Entries supplied =
● ● ● ● ● ● ●

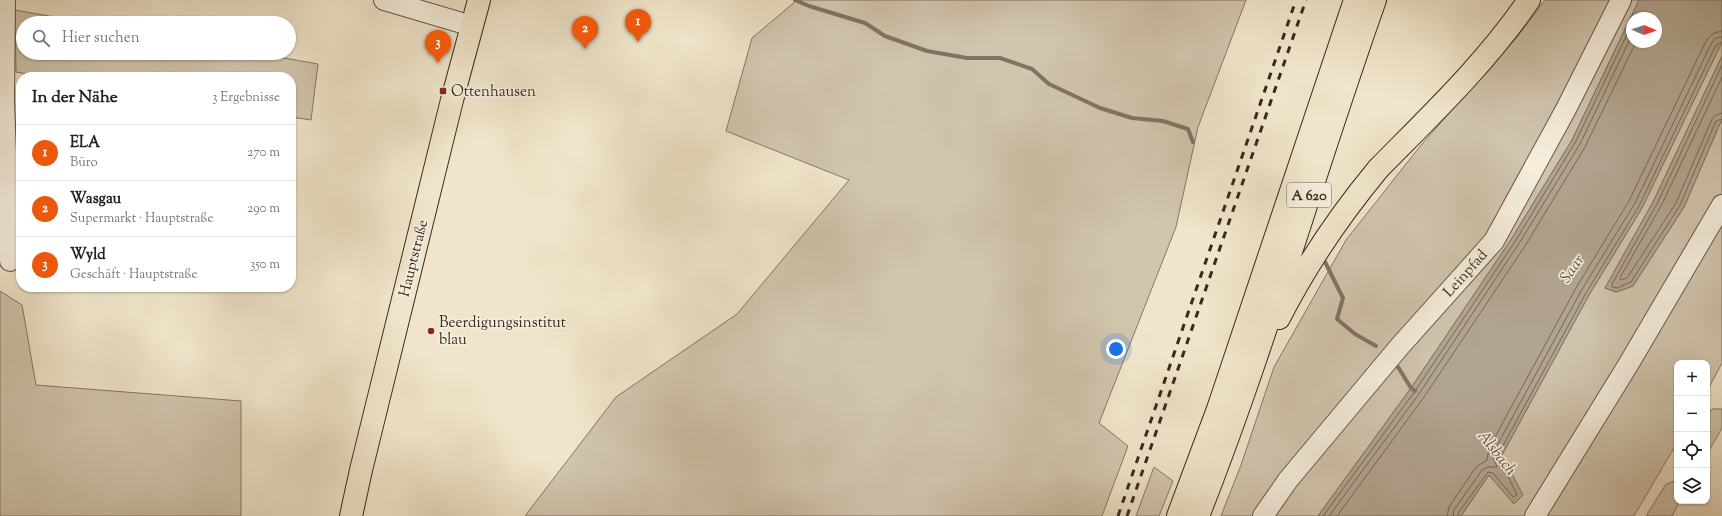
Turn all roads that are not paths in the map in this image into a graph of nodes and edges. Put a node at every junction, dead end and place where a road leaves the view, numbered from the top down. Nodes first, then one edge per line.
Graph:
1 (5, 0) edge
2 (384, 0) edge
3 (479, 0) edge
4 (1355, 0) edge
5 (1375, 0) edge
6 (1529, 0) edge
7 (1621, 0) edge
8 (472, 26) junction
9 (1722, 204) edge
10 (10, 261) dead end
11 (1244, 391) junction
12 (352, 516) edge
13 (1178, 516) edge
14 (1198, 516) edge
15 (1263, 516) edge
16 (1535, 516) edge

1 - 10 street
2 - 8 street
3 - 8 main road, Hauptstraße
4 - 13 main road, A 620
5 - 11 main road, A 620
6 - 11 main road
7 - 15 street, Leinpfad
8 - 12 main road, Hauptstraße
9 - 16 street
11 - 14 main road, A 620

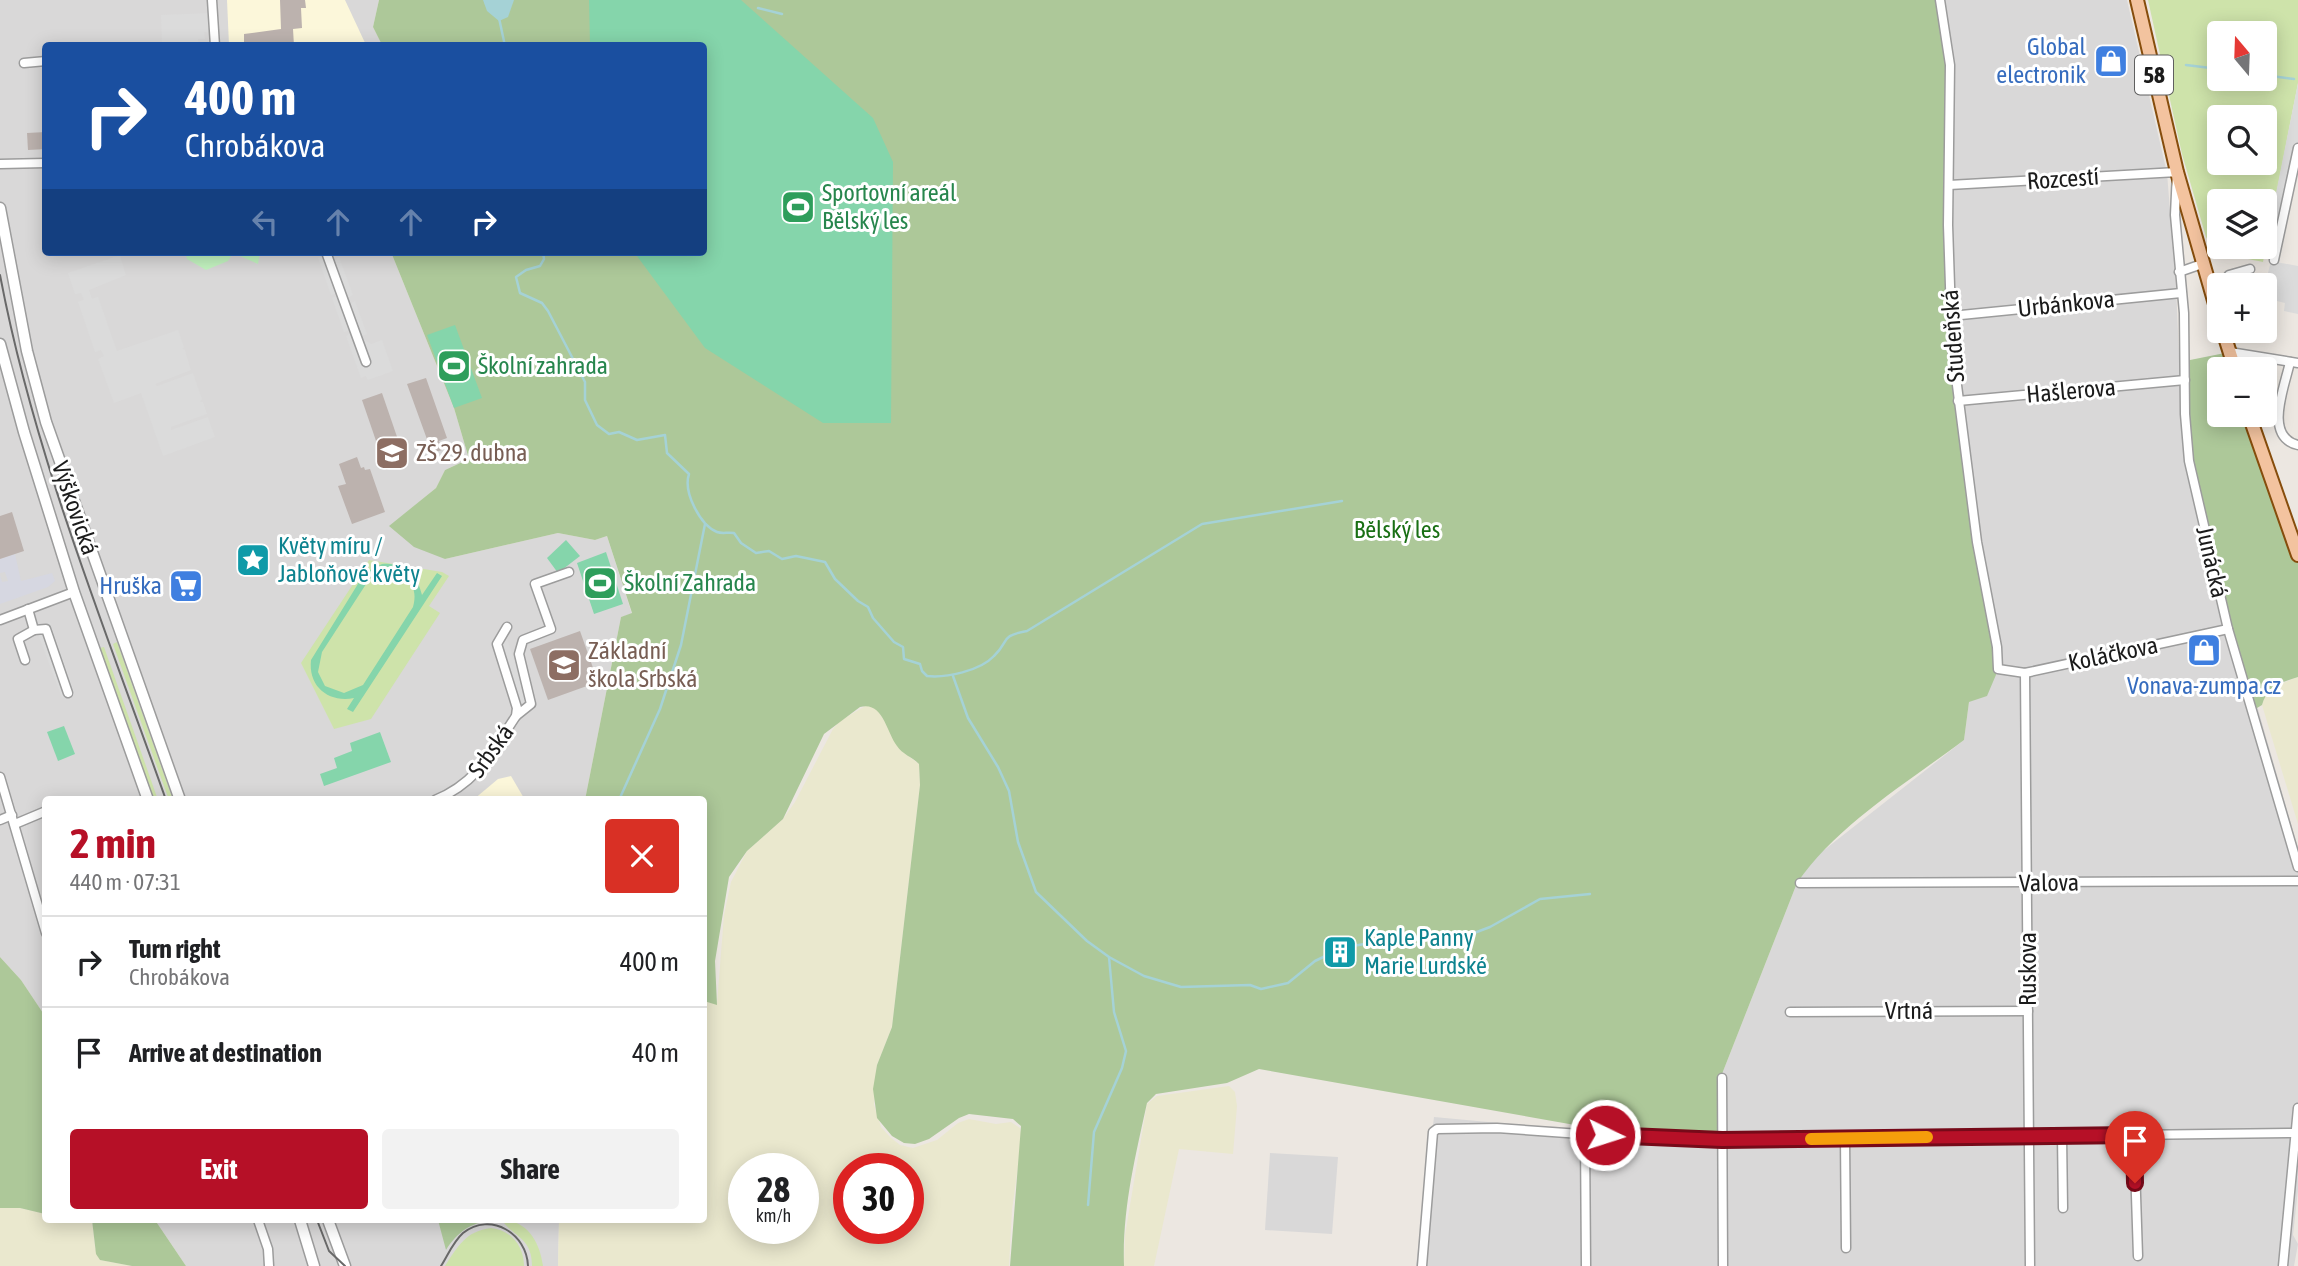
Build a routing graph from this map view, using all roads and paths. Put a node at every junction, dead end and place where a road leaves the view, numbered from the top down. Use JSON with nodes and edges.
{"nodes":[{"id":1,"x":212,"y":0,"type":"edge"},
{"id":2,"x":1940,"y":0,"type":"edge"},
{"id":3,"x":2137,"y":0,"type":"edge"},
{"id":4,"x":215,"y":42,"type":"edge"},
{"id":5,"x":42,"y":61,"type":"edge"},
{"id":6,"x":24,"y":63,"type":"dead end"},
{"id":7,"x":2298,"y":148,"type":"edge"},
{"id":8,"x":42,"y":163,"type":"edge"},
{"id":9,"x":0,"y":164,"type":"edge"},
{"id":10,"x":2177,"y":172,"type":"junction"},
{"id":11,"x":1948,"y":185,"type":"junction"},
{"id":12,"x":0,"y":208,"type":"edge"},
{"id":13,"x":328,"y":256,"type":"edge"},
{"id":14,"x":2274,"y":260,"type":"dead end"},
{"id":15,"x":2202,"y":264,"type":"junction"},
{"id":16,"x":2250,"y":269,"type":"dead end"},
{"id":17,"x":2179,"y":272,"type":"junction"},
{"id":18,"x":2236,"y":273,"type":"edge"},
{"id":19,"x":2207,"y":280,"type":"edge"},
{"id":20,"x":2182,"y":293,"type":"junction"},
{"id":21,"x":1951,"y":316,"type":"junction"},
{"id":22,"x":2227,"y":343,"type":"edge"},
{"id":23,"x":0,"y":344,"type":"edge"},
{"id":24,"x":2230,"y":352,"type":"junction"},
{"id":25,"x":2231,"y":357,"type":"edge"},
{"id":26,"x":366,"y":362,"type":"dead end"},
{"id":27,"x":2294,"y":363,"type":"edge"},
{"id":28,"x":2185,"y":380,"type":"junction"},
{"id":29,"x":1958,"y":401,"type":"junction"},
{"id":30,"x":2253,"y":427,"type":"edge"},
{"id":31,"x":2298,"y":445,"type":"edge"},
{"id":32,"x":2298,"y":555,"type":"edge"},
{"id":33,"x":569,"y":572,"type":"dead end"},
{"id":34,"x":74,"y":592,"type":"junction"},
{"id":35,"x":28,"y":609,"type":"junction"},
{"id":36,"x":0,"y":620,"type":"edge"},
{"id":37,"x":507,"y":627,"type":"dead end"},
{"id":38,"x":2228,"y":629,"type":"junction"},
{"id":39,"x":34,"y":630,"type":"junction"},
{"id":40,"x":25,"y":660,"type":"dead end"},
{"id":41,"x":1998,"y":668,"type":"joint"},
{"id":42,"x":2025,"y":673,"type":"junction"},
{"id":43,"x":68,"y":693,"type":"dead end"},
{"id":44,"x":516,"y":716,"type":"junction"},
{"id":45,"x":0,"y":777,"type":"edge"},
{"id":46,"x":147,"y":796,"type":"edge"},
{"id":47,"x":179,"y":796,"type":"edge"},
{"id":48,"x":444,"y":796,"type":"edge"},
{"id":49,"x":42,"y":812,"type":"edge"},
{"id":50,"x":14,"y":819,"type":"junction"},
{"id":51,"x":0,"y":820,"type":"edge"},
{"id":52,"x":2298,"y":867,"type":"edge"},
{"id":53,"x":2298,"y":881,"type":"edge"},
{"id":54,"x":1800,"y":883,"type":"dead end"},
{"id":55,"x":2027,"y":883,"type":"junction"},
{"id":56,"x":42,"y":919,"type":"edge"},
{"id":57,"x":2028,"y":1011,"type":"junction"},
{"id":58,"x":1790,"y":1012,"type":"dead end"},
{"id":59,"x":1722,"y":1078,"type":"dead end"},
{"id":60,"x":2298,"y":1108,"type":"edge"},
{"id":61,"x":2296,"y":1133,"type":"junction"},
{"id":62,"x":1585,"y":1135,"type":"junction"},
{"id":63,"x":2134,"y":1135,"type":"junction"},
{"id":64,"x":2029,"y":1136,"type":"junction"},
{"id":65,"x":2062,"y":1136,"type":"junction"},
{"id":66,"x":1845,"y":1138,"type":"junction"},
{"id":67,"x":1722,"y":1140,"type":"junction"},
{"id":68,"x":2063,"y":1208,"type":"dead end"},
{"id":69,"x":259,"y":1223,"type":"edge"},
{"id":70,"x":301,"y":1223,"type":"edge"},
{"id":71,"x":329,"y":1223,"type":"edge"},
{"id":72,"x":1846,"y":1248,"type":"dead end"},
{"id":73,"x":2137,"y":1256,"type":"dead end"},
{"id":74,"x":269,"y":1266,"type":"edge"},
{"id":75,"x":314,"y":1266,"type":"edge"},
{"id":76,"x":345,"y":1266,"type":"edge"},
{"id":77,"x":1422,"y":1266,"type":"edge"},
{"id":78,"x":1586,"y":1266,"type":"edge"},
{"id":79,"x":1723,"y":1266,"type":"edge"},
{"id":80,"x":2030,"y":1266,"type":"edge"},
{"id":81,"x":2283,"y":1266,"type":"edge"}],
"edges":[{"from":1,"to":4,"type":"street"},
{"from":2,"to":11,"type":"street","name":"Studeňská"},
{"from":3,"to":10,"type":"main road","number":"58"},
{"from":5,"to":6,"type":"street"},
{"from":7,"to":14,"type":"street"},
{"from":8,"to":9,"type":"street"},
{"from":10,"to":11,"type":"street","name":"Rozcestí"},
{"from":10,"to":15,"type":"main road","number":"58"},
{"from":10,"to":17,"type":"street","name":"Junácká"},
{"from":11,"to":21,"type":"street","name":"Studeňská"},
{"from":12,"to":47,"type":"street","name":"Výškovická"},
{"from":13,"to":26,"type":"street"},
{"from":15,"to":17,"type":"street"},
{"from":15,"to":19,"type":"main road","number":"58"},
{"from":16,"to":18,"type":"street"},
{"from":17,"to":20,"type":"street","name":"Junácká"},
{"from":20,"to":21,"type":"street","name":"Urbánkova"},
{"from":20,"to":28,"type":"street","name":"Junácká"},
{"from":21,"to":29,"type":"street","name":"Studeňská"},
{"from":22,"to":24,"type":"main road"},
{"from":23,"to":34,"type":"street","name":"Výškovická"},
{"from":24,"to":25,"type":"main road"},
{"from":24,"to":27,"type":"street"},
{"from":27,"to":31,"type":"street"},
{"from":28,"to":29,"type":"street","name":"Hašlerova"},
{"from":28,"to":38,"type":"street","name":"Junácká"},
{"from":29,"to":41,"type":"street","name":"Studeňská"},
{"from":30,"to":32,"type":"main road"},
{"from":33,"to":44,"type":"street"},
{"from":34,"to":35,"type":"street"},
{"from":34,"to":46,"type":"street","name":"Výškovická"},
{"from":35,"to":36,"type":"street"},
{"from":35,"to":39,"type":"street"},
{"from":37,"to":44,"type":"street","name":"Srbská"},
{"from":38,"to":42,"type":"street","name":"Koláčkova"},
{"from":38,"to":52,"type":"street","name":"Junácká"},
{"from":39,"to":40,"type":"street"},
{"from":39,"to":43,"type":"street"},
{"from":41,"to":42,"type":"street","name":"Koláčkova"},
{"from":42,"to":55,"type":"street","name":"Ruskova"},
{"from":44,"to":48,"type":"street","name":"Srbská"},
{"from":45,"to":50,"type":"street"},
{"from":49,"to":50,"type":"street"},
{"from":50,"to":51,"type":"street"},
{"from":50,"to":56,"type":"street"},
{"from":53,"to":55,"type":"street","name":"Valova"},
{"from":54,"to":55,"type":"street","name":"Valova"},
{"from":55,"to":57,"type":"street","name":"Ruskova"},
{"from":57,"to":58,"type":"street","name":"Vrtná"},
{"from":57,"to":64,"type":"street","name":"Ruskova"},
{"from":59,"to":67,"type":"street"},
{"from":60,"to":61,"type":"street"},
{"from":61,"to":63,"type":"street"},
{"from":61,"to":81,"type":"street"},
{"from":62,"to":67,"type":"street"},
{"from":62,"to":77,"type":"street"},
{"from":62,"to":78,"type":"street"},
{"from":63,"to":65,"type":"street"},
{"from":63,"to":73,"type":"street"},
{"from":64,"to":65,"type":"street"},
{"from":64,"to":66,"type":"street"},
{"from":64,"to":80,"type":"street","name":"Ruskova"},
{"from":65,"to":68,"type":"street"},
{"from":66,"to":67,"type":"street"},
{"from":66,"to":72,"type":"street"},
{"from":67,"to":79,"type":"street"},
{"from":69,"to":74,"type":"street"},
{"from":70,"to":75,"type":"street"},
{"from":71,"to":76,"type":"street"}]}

● ● ● ● ● ● ●

Exercise directions = Give back every line of the listing where the word "Hauptstraße" shows up.

Solution to this exercise =
3 - 8 main road, Hauptstraße
8 - 12 main road, Hauptstraße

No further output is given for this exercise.